◆ **WORK TO COMPLETE**
The answer must consist of every line in the data below that holds the word "lane".

◆ **EXERCISE MATERIAL**
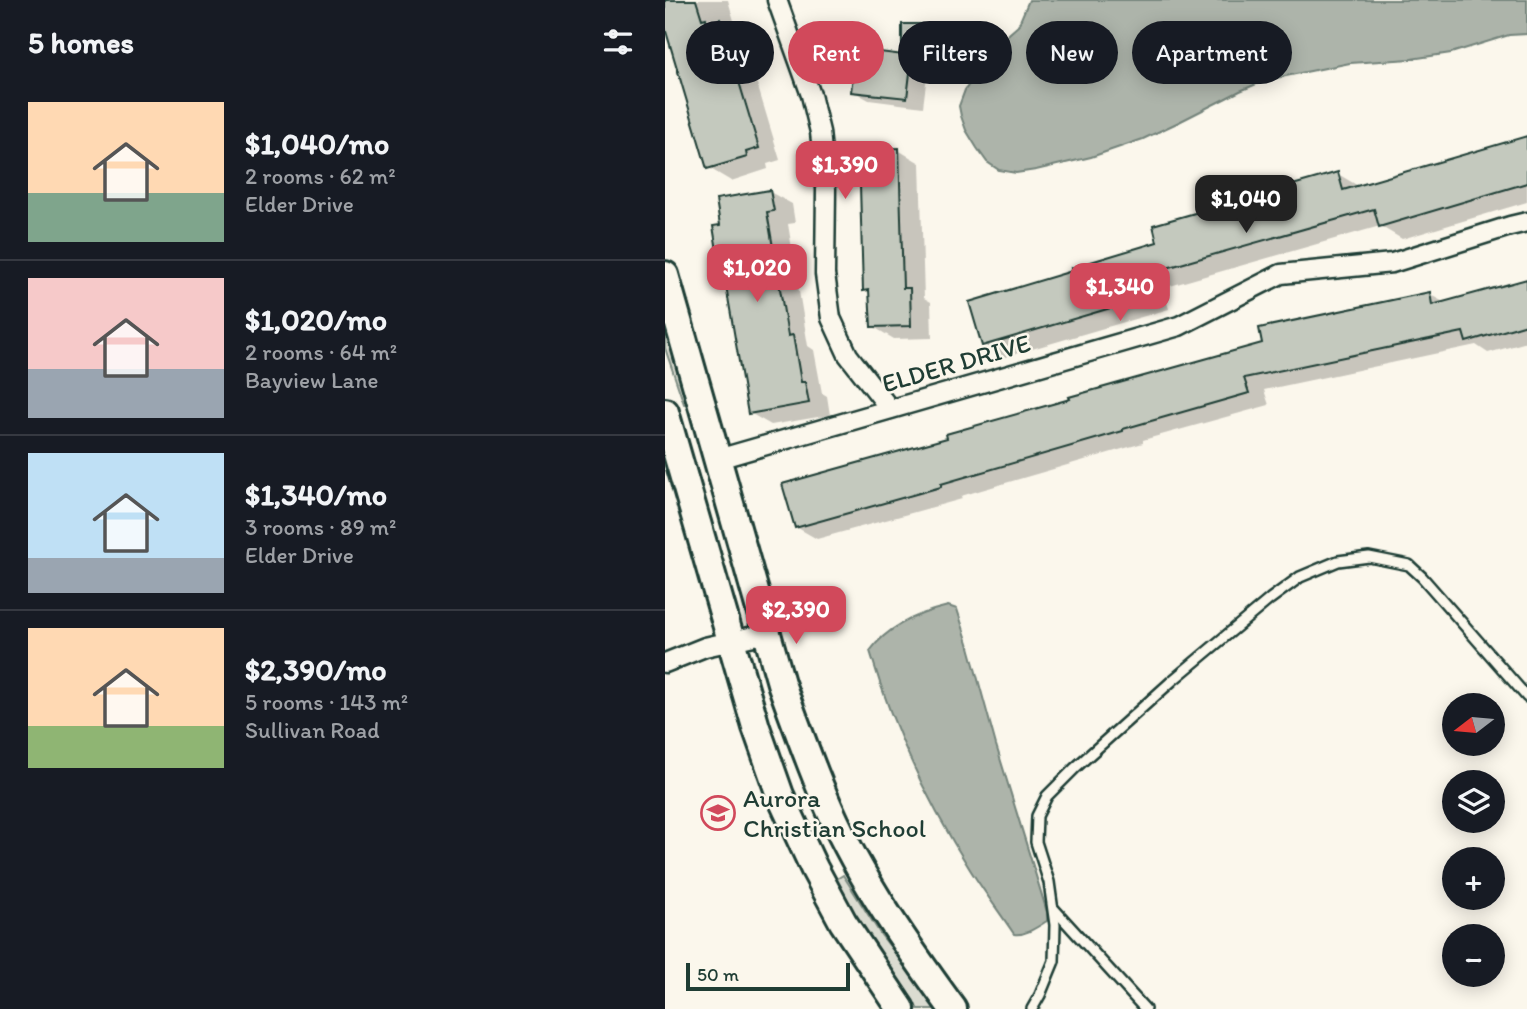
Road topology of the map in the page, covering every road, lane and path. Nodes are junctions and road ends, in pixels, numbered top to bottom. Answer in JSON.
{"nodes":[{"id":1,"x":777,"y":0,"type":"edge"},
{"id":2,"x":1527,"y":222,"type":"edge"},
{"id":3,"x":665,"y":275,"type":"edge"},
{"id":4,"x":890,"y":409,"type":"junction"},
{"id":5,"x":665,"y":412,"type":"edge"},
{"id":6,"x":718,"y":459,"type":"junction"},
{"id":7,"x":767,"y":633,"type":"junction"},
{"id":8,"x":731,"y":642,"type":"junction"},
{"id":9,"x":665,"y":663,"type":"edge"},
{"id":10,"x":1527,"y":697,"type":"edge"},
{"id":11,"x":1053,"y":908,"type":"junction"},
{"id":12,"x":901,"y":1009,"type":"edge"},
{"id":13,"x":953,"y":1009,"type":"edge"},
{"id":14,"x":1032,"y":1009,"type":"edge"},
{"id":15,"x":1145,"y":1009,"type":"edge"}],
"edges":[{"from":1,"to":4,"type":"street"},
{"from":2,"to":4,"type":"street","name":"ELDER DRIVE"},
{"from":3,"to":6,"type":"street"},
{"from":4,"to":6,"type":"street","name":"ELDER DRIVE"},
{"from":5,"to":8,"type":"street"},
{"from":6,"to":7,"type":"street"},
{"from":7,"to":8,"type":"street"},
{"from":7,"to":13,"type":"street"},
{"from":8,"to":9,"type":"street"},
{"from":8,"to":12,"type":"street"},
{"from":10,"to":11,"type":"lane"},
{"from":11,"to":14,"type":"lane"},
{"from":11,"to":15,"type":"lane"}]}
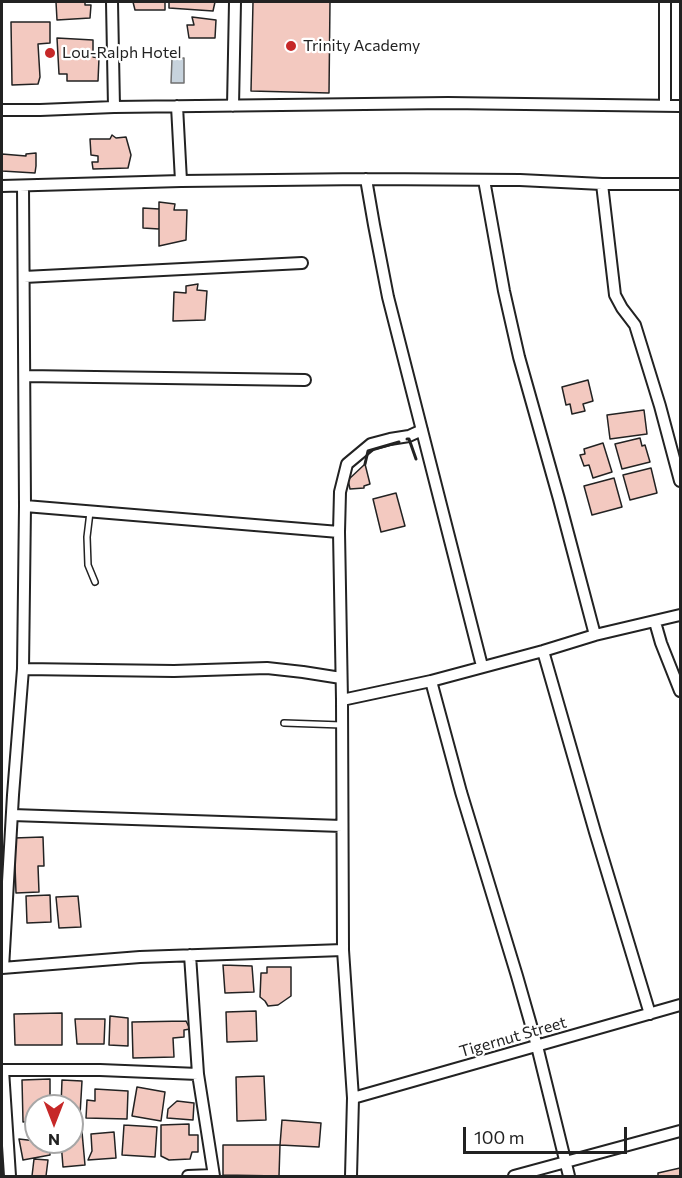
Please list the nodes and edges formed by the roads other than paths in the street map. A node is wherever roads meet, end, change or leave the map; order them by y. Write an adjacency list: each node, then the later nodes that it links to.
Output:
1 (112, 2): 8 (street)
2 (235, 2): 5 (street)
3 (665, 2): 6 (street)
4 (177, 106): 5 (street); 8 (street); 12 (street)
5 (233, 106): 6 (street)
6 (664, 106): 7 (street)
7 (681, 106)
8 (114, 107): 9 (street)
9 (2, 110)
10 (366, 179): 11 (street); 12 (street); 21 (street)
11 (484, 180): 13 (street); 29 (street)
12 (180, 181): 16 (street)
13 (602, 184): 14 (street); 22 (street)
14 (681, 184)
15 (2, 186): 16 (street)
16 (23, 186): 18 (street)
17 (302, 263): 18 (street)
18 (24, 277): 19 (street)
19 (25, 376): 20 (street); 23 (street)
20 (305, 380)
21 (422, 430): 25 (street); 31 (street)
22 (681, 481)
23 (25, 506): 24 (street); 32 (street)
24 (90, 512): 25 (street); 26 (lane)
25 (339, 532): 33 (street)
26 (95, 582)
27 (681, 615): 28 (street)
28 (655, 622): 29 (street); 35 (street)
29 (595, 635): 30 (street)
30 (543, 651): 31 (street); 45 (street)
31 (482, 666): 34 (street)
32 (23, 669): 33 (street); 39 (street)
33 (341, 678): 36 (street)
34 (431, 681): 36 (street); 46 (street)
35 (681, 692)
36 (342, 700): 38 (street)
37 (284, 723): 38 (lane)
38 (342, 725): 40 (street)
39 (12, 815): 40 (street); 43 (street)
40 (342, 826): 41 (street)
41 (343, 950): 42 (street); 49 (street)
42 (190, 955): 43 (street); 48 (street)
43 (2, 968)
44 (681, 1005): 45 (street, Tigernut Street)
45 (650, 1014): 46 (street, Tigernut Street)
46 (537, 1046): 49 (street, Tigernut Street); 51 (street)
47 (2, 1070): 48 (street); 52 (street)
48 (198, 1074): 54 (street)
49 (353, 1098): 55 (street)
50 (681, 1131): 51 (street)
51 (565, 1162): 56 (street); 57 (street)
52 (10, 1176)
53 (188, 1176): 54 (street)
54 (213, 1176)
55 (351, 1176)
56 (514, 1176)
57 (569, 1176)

...

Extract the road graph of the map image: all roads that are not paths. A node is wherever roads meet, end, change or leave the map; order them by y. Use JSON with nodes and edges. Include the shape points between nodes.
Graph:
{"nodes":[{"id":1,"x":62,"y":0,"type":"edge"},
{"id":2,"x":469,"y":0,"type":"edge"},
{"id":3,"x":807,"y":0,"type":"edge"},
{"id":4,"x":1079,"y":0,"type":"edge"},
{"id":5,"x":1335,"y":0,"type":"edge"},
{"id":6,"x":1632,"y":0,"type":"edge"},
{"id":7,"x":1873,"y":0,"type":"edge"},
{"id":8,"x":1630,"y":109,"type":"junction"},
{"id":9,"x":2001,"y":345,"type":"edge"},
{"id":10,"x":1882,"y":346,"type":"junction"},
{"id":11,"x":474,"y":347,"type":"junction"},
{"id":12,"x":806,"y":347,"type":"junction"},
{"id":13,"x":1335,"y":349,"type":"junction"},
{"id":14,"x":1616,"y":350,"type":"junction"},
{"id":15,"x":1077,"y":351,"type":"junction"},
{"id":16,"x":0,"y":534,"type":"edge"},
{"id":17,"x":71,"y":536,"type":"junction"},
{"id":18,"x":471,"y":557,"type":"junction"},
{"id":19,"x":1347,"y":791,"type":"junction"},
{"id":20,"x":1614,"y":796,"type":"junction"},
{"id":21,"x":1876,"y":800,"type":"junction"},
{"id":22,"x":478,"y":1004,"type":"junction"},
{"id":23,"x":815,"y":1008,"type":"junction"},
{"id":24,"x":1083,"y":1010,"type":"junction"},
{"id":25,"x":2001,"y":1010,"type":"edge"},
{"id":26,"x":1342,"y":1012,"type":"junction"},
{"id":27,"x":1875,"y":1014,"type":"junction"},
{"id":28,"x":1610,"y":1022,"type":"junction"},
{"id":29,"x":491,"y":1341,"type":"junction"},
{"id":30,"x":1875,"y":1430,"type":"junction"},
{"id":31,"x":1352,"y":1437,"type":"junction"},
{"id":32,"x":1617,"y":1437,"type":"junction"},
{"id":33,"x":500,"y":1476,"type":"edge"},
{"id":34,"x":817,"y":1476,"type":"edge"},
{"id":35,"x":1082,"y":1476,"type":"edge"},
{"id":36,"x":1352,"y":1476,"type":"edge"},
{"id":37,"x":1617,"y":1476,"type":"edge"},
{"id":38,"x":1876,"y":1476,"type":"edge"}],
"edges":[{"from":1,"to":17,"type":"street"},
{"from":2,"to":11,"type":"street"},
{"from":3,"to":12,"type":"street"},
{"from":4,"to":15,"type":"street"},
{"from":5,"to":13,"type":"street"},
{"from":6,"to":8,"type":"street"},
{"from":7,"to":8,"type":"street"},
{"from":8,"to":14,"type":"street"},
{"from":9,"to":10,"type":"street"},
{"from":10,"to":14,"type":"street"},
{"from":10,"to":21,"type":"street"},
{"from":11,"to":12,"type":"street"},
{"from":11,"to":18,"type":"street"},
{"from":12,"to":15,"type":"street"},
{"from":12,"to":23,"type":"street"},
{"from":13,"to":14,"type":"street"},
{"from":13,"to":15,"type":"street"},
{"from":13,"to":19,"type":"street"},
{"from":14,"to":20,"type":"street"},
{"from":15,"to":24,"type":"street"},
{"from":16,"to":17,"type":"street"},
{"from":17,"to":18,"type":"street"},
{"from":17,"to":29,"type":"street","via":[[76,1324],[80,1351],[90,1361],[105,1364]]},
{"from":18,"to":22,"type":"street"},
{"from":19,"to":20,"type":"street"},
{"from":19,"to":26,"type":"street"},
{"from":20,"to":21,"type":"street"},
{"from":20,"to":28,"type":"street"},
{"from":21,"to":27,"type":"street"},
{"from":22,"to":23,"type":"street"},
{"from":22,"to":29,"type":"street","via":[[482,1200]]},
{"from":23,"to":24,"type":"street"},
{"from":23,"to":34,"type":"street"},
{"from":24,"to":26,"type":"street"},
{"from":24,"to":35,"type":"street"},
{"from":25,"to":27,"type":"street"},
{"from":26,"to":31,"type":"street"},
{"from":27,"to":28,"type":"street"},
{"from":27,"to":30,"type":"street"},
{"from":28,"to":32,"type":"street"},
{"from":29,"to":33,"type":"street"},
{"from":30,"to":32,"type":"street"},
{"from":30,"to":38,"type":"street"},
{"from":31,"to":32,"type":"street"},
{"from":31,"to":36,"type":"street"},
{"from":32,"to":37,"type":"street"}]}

◆ **RESPONSE TO THIS TASK**
Road topology of the map in the page, covering every road, lane and path. Nodes are junctions and road ends, in pixels, numbered top to bottom. Answer in JSON.
{"from":10,"to":11,"type":"lane"},
{"from":11,"to":14,"type":"lane"},
{"from":11,"to":15,"type":"lane"}]}
24 (90, 512): 25 (street); 26 (lane)
37 (284, 723): 38 (lane)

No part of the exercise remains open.